Guitarist known for Pulp Fiction who popularised the surf rock sound of the 1960s

Born: May 4, 1937;

Died: March 16, 2019

DICK Dale, who has died aged 81, was an American guitarist who popularised the surf rock sound in the early 1960s through the dynamic, reverberating chime of his playing. He and his band The Del-Tones’ 1963 second album was called The King of the Surf Guitar, and it was a title which Dale himself traded upon – not unfairly – for the rest of his life.

Although his output spanned the harmony-led pop of The King of Surf Guitar to the breezy bar-room blues of his biggest hit Let’s Go Trippin’, Dale’s career has been defined by his 1962 track Misirlou, which was revived by Quentin Tarantino in 1994 as the opening theme of Pulp Fiction.

Known for the careful selection and pairing of forgotten classic tracks with typically attention-grabbing scenes, Tarantino was responsible for the 1990s’ resurgence of the tie-in film soundtrack compilation as a pop cultural artefact in its own right. The album which accompanied Pulp Fiction was a hit among film fans, students and music lovers, and Dale’s heart-racing descending guitar line was at its centre, married to blazing trumpet interludes which gave the sense of a Spaghetti Western taking place in the heart of the city, its characters wild and out of control; perfect for Tarantino’s output, in other words.

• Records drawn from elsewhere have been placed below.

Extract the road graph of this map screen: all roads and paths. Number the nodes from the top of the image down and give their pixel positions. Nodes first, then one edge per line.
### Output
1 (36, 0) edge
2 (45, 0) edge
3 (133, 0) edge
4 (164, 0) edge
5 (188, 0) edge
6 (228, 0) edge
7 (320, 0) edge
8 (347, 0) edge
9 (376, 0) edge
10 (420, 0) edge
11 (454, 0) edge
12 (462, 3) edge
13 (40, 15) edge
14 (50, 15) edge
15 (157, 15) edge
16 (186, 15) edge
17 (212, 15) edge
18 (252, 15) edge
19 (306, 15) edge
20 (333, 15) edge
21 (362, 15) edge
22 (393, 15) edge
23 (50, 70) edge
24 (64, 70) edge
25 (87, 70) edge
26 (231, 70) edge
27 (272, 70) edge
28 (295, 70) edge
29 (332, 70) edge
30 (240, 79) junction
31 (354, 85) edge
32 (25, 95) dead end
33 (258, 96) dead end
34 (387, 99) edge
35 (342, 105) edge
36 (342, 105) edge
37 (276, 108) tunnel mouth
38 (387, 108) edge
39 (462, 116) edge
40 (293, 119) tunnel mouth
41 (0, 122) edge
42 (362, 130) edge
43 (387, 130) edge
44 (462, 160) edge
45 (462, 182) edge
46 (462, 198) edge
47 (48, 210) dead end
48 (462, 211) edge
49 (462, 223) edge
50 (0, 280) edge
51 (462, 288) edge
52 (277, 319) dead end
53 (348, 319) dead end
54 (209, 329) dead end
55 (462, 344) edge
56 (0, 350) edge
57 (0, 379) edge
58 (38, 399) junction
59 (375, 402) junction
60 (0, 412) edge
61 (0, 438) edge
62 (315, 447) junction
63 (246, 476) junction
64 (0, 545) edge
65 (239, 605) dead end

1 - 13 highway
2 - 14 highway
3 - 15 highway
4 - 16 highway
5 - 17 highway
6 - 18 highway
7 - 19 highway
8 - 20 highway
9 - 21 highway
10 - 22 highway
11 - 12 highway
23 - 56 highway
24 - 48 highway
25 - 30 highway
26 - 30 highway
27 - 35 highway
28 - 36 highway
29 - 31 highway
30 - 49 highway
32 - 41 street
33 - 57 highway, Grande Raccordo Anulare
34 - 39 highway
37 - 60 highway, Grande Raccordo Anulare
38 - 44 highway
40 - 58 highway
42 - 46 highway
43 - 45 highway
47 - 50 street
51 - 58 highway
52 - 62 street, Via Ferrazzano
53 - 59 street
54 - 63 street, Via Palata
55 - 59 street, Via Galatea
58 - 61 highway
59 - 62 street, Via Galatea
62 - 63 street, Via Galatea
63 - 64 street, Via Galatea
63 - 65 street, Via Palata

Yet the song itself was actually Middle Eastern in origin, much like Dale himself, who had Lebanese ancestry on his father’s side. Misirlou (the name apparently translates roughly as Egyptian Girl) was composed in 1927 by Tetos Demetriades, a Turkish-born Greek musician who had by this point relocated to America, from a Greek rebetiko-style song he remembered from childhood. Nikos Roubanis, also a Greek, recomposed it in a light jazz style in the 1940s, and the song was well-heard at the time in the Eastern Mediterranean.

Dale, a rugged Californian surfer and guitarist, also remembered the song from his own younger days when his uncle played it on an oud, and as the story (possibly an apocryphal one) goes, turned to it when he was asked during a show if he could play a tune using only one string. Whatever its origin in his repertoire, Dale recorded the song for his first album in 1962, and it became a hit amongst the music-loving surfer communities of California; from there, it isn’t hard to see how the song became known by the Beach Boys, who recorded a version for their 1963 second album Surfin’ USA.

When he first emerged on the Californian scene in 1961, Dale’s playing was revolutionary, a combination of the Eastern musical scales he learned from his father and uncles, his use of amplifier reverb to create a raw and destabilising sound, and his enjoyment of playing at high volume, a trick which gave him a passing affiliation with rock and heavy metal guitarists who came much later; Jimi Hendrix, Eddie Van Halen and the White Stripes’ Jack White were all fans. Gaining a name for himself rapidly, he played a residency at the large, shorefront Rendezvous Ballroom in Balboa, Orange County, and the surf sound was born there before crowds numbering in the thousands.

The surf rock scene was a relatively brief flash in the pan which was soon to be overtaken in the American consciousness by the Beatles and the ‘British Invasion’, but for a few years at the beginning of the ‘60s it shone brightly, with Dale as its most authentic star. He released a number of albums between the 1962 debut Surfer’s Choice and 1965, appeared in the scene movies Beach Party and Muscle Beach Party, and played on the Ed Sullivan show. In 1966 he was diagnosed with colorectal cancer and left the music industry, upon his recovery caring for endangered animals, learning martial arts with Elvis Presley’s trainer, and (after being badly injured while swimming in 1979) championing the environment.

Born Richard Monsour in Boston in 1937, to Lebanese father James and Polish mother Fern, Dale learned piano and ukulele before the shift to guitar, and moved with his father’s work to California in his mid-teens; his stage name was suggested by a local DJ who told him it would sound more in keeping with the rockabilly music Dale was performing. He staged a small comeback later in his career with the 1986 album The Tiger’s Loose and an appearance in the 1987 surf revival movie Back to the Beach (playing opposite Stevie Ray Vaughan), before Pulp Fiction’s success allowed him to return to full-time playing and recording in the 1990s.

Dale’s cancer returned in 2008, and although treatment was successful, he said shortly before his death that he was unable to retire from playing live due to paying off his medical bills. “If I had the money coming in, I’d stay home with (his wife and manager) Lana and build a ship in a bottle," he told Billboard magazine in 2015. “But I’ve also got to realise I’ve been kept alive for a reason. People are not only coming to a concert, they’re coming to a way of life.”